» What you will do
Search the records for the string "dead". Copy each line where it occurs.

[Entries supplied]

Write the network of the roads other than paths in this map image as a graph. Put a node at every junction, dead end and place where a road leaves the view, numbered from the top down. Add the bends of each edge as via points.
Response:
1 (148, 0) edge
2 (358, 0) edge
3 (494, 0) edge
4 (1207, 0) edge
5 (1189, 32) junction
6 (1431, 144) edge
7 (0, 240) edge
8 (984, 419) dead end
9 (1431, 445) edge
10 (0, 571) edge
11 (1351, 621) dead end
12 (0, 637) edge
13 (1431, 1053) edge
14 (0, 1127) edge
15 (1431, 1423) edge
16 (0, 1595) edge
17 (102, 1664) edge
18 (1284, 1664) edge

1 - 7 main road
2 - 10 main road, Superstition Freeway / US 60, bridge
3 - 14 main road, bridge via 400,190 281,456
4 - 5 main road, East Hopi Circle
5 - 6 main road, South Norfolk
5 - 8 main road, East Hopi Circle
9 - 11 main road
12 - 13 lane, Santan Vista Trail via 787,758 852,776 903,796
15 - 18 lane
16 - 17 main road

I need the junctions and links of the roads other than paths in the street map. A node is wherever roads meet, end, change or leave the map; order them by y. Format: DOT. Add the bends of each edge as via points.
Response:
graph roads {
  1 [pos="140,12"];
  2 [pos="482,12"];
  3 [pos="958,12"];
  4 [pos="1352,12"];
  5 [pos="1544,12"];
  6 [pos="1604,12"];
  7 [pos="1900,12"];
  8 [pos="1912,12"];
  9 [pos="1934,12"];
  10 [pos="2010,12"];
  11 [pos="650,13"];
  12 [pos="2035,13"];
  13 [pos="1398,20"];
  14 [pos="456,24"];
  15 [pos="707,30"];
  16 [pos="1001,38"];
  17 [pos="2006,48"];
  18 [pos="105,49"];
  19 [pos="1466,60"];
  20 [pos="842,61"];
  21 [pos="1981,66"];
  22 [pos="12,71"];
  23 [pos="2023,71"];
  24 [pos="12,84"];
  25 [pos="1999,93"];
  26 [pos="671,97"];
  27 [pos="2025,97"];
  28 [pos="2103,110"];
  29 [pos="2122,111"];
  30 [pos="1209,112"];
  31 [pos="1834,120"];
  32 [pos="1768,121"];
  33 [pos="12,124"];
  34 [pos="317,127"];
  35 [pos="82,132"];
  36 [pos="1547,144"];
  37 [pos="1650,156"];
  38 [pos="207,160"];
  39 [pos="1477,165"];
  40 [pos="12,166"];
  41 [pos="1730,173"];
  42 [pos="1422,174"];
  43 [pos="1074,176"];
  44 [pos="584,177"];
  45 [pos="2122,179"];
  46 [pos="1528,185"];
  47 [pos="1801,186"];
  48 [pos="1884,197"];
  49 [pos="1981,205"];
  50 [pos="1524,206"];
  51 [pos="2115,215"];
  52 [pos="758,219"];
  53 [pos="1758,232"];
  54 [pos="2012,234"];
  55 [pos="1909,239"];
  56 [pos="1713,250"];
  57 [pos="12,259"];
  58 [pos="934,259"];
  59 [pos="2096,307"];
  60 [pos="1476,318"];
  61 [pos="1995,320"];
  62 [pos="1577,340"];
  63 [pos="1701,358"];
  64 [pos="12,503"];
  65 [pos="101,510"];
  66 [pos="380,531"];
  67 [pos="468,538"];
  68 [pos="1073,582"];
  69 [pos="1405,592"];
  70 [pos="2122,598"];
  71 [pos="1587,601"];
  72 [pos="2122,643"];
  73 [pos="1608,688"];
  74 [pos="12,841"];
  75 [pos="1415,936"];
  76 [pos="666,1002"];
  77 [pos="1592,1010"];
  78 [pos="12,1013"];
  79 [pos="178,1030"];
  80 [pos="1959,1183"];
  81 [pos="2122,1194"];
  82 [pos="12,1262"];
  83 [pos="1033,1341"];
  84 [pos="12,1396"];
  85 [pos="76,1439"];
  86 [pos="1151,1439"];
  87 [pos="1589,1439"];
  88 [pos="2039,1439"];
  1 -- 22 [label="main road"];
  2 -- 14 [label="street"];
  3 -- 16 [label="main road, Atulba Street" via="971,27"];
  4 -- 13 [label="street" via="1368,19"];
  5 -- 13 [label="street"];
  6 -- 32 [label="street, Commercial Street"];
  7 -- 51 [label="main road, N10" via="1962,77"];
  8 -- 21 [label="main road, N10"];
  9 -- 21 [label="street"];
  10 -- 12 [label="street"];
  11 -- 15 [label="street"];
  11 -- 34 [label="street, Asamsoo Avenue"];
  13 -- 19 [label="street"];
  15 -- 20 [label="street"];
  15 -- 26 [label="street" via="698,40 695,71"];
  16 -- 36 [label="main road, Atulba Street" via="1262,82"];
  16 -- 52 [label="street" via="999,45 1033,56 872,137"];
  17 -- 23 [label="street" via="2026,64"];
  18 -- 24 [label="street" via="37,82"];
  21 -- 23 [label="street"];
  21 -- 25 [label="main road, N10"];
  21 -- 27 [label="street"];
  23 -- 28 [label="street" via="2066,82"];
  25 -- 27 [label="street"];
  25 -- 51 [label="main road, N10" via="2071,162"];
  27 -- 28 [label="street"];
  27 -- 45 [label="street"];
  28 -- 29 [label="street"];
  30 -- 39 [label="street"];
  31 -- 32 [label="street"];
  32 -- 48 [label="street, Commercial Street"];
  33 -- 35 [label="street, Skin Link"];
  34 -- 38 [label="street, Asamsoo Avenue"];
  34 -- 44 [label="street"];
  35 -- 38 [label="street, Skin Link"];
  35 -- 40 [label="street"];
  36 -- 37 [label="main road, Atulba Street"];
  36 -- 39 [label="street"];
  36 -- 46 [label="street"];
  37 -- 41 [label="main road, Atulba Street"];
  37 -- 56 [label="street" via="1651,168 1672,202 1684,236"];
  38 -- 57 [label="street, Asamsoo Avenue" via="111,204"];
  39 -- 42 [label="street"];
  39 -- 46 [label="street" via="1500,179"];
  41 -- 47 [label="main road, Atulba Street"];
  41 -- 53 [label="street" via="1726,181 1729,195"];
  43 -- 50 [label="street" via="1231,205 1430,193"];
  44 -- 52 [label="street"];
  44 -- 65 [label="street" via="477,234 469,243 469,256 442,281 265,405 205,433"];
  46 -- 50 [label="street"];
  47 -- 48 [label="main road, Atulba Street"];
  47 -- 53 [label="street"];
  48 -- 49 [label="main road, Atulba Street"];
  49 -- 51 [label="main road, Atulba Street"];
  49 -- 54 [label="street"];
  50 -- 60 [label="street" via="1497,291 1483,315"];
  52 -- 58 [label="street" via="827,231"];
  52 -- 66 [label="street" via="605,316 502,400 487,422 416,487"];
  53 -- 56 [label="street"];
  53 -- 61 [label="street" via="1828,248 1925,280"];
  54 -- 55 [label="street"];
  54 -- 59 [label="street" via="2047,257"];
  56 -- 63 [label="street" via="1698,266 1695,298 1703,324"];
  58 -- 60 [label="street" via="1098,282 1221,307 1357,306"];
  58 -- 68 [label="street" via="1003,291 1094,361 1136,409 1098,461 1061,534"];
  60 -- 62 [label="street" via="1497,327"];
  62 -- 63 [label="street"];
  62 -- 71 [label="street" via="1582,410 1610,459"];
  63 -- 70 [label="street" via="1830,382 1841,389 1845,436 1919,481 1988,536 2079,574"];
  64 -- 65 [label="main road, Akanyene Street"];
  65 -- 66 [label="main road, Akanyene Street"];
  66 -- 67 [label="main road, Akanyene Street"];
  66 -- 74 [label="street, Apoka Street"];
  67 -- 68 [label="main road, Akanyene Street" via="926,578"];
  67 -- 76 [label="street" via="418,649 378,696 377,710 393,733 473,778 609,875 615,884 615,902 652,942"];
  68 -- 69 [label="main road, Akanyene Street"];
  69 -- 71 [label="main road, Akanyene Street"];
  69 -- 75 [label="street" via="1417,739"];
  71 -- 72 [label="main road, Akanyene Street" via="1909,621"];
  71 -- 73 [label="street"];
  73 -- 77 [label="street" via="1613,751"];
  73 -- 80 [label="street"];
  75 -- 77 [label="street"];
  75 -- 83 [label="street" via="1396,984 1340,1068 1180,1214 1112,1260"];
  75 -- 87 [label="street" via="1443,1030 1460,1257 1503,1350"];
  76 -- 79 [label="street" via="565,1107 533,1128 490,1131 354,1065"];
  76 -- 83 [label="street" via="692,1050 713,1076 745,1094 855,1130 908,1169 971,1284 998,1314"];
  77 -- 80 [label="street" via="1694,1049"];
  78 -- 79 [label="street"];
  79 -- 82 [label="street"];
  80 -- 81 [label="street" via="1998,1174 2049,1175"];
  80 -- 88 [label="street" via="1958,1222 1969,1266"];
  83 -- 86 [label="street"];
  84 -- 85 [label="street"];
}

[/Entries supplied]

» Reply
Write the network of the roads other than paths in this map image as a graph. Put a node at every junction, dead end and place where a road leaves the view, numbered from the top down. Add the bends of each edge as via points.
8 (984, 419) dead end
11 (1351, 621) dead end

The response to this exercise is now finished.